Profit Sharing And Gain sharing

Gainsharing is a system that includes (1) a financial measurement and feedback system to monitor company performance and distribute gains in the form of bonuses when appropriate, and (2) a focused involvement system to eliminate barriers to improved company performance(Perkins 112-119).

Profit sharing, when used as a special term, refers to various incentive plans introduced by businesses that provide direct or indirect payments to employees that depend on company's profitability in addition to employees' regular salary and bonuses. In publicly traded companies these plans typically amount to allocation of shares to employees.
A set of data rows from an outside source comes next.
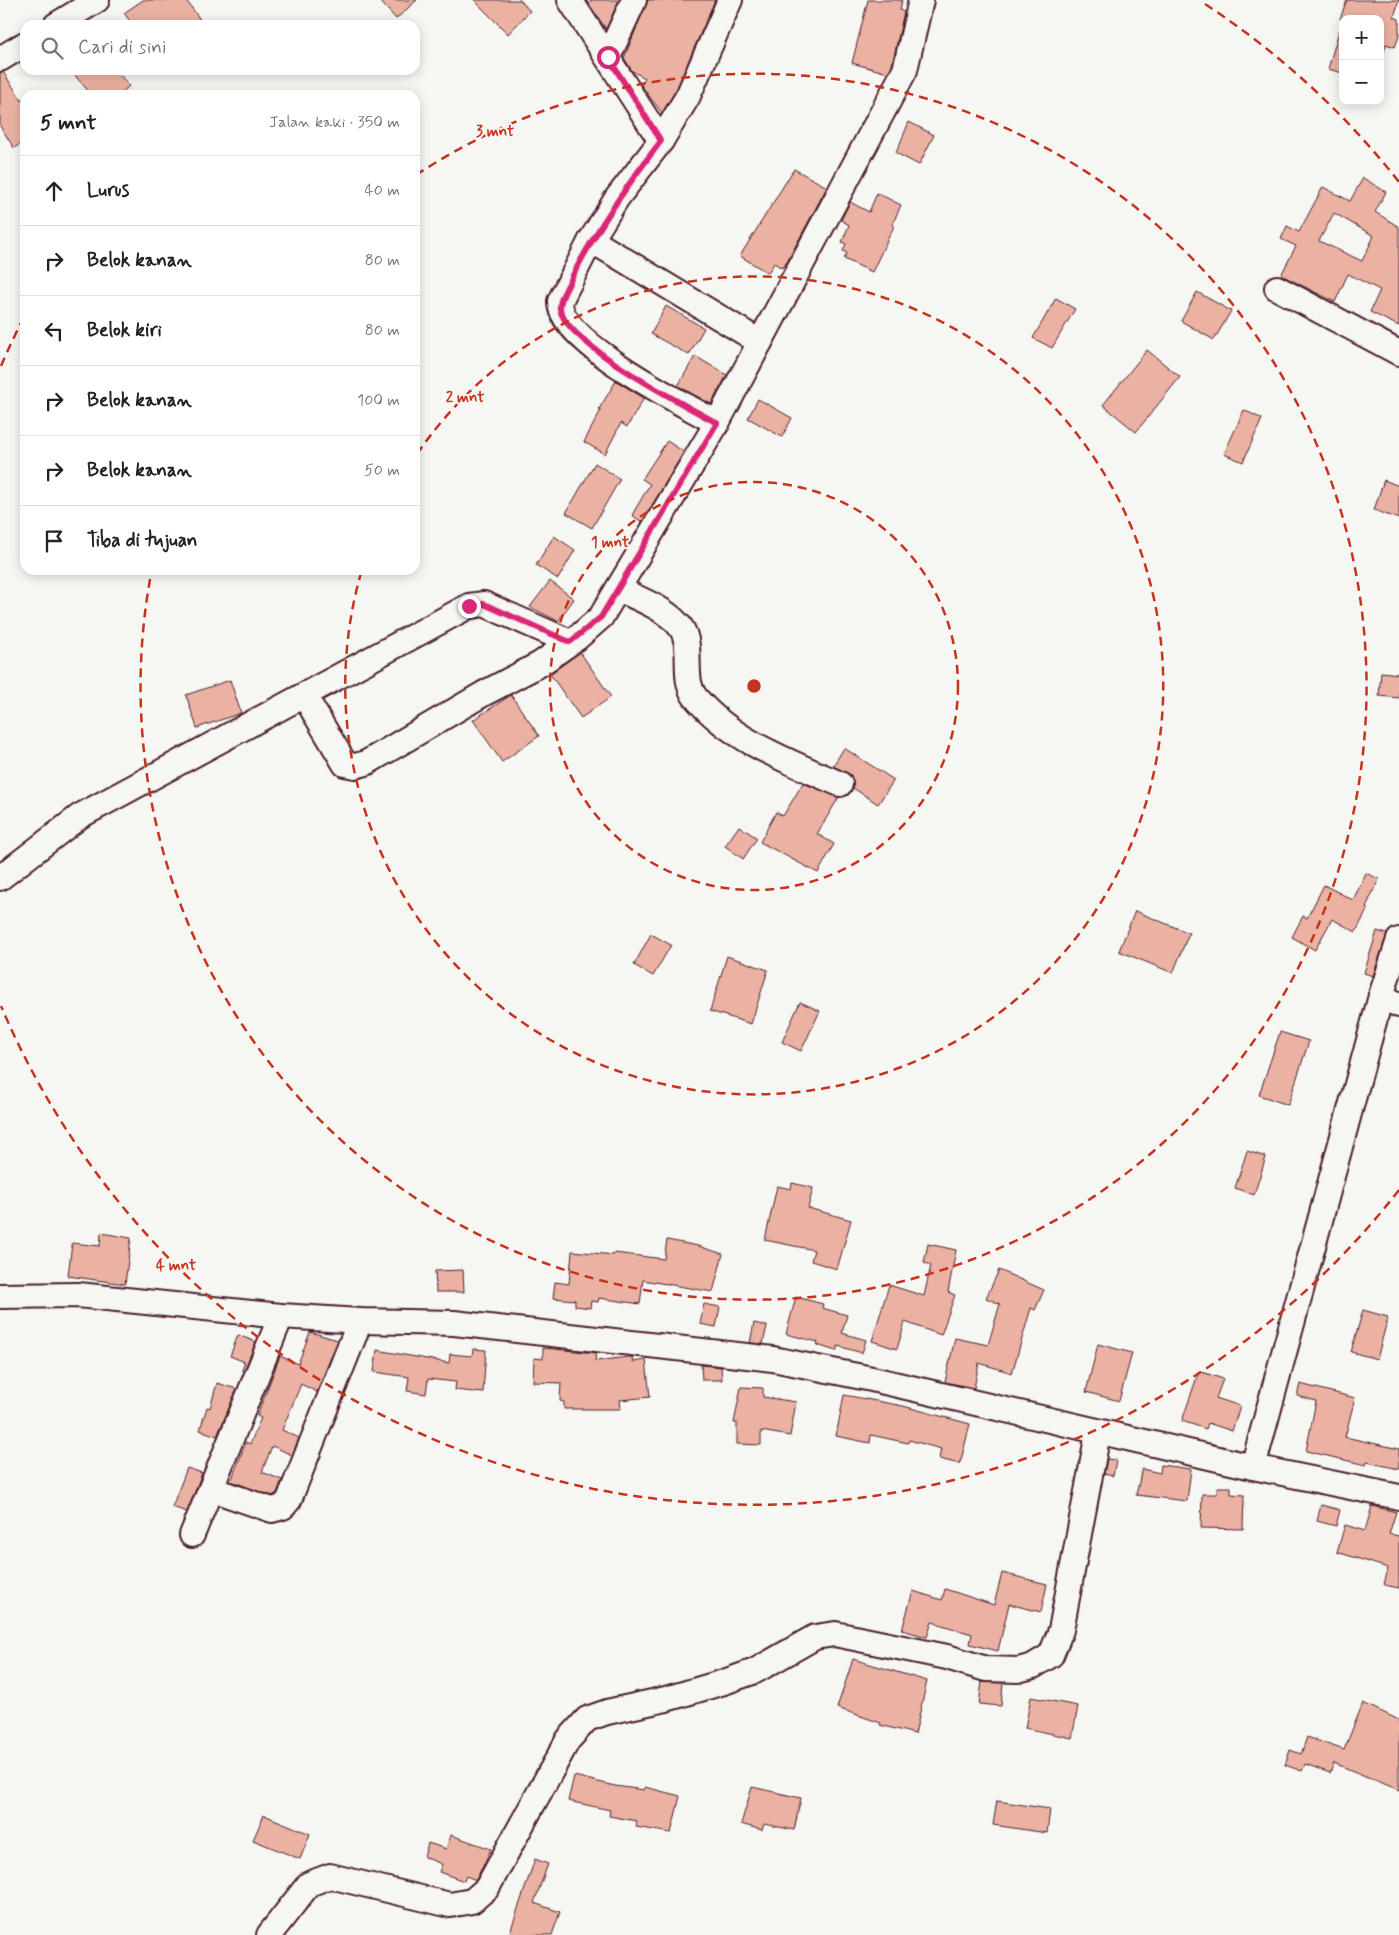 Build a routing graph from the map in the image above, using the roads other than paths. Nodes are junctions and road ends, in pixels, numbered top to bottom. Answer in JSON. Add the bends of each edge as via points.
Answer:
{"nodes":[{"id":1,"x":97,"y":0,"type":"edge"},
{"id":2,"x":570,"y":0,"type":"edge"},
{"id":3,"x":634,"y":0,"type":"edge"},
{"id":4,"x":730,"y":0,"type":"edge"},
{"id":5,"x":922,"y":0,"type":"edge"},
{"id":6,"x":64,"y":20,"type":"edge"},
{"id":7,"x":20,"y":47,"type":"edge"},
{"id":8,"x":608,"y":57,"type":"junction"},
{"id":9,"x":0,"y":59,"type":"edge"},
{"id":10,"x":661,"y":141,"type":"junction"},
{"id":11,"x":591,"y":240,"type":"junction"},
{"id":12,"x":1277,"y":288,"type":"dead end"},
{"id":13,"x":760,"y":342,"type":"junction"},
{"id":14,"x":1399,"y":353,"type":"edge"},
{"id":15,"x":717,"y":423,"type":"junction"},
{"id":16,"x":618,"y":589,"type":"junction"},
{"id":17,"x":570,"y":642,"type":"junction"},
{"id":18,"x":304,"y":695,"type":"junction"},
{"id":19,"x":840,"y":784,"type":"dead end"},
{"id":20,"x":0,"y":878,"type":"edge"},
{"id":21,"x":1399,"y":940,"type":"edge"},
{"id":22,"x":1390,"y":1000,"type":"edge"},
{"id":23,"x":0,"y":1296,"type":"edge"},
{"id":24,"x":281,"y":1316,"type":"junction"},
{"id":25,"x":360,"y":1321,"type":"junction"},
{"id":26,"x":1098,"y":1432,"type":"junction"},
{"id":27,"x":1252,"y":1467,"type":"junction"},
{"id":28,"x":211,"y":1489,"type":"junction"},
{"id":29,"x":1399,"y":1497,"type":"edge"},
{"id":30,"x":192,"y":1535,"type":"dead end"},
{"id":31,"x":268,"y":1935,"type":"edge"}],
"edges":[{"from":1,"to":6,"type":"street"},
{"from":2,"to":8,"type":"street"},
{"from":3,"to":8,"type":"street"},
{"from":4,"to":10,"type":"street","via":[[688,96]]},
{"from":5,"to":13,"type":"street","via":[[905,70]]},
{"from":7,"to":9,"type":"street"},
{"from":8,"to":10,"type":"street"},
{"from":10,"to":11,"type":"street","via":[[617,198]]},
{"from":11,"to":13,"type":"street"},
{"from":11,"to":15,"type":"street","via":[[560,301],[564,319],[615,365]]},
{"from":12,"to":14,"type":"street"},
{"from":13,"to":15,"type":"street"},
{"from":15,"to":16,"type":"street"},
{"from":16,"to":17,"type":"street","via":[[601,617]]},
{"from":16,"to":19,"type":"street","via":[[678,623],[686,639],[689,684],[696,698],[725,725],[766,751]]},
{"from":17,"to":18,"type":"street","via":[[484,604],[469,606]]},
{"from":17,"to":18,"type":"street","via":[[540,664],[366,763],[355,766],[345,764]]},
{"from":18,"to":20,"type":"street","via":[[80,816]]},
{"from":21,"to":22,"type":"street"},
{"from":22,"to":27,"type":"street"},
{"from":23,"to":24,"type":"street","via":[[78,1295]]},
{"from":24,"to":25,"type":"street"},
{"from":24,"to":28,"type":"street"},
{"from":25,"to":26,"type":"street","via":[[454,1323],[773,1359]]},
{"from":25,"to":28,"type":"street","via":[[289,1500],[283,1507],[272,1510]]},
{"from":26,"to":27,"type":"street"},
{"from":26,"to":31,"type":"street","via":[[1061,1630],[1051,1655],[1033,1666],[1018,1670],[986,1669],[878,1642],[835,1634],[815,1637],[755,1671],[587,1719],[568,1740],[487,1888],[472,1901],[443,1904],[330,1876],[309,1884]]},
{"from":27,"to":29,"type":"street"},
{"from":28,"to":30,"type":"street"}]}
Gainsharing and Profit Sharing are similar in that when the company does better, these improvements are reflected in employees' compensation. But beyond this basic similarity there are several important differences. Gainsharing most definitely is NOT profit sharing, although there are some similarities. Profit sharing is generally tied to the company's overall performance, whereas gainsharing focuses on the company's most vital performance metrics. Payments come out of increased revenue or reduction in costs. Profit sharing typically runs on a quarterly or annual cycle, whereas gainsharing generally cycles on a monthly basis. As a result, more frequent performance discussions take place; with the added benefit that mediocre or poor performance is addressed sooner. While there are both similarities and differences between profit sharing and gainsharing, this does not mean that the two programs must be implemented exclusively of one another. Many companies that use profit-sharing use gainsharing also and the two systems work well together(Shah 78-89).

Gain sharing in a local government body

The Indianapolis Department of Public Works (DPW) agreement with AFSCME Council 62 and Locals 725, 1887, 1831, 3131, and 3766 defines gain as the difference between bid operating costs and actual annual operating costs. Service improvement, defined as a reduction in the total number of annual calls, is also considered in computing ...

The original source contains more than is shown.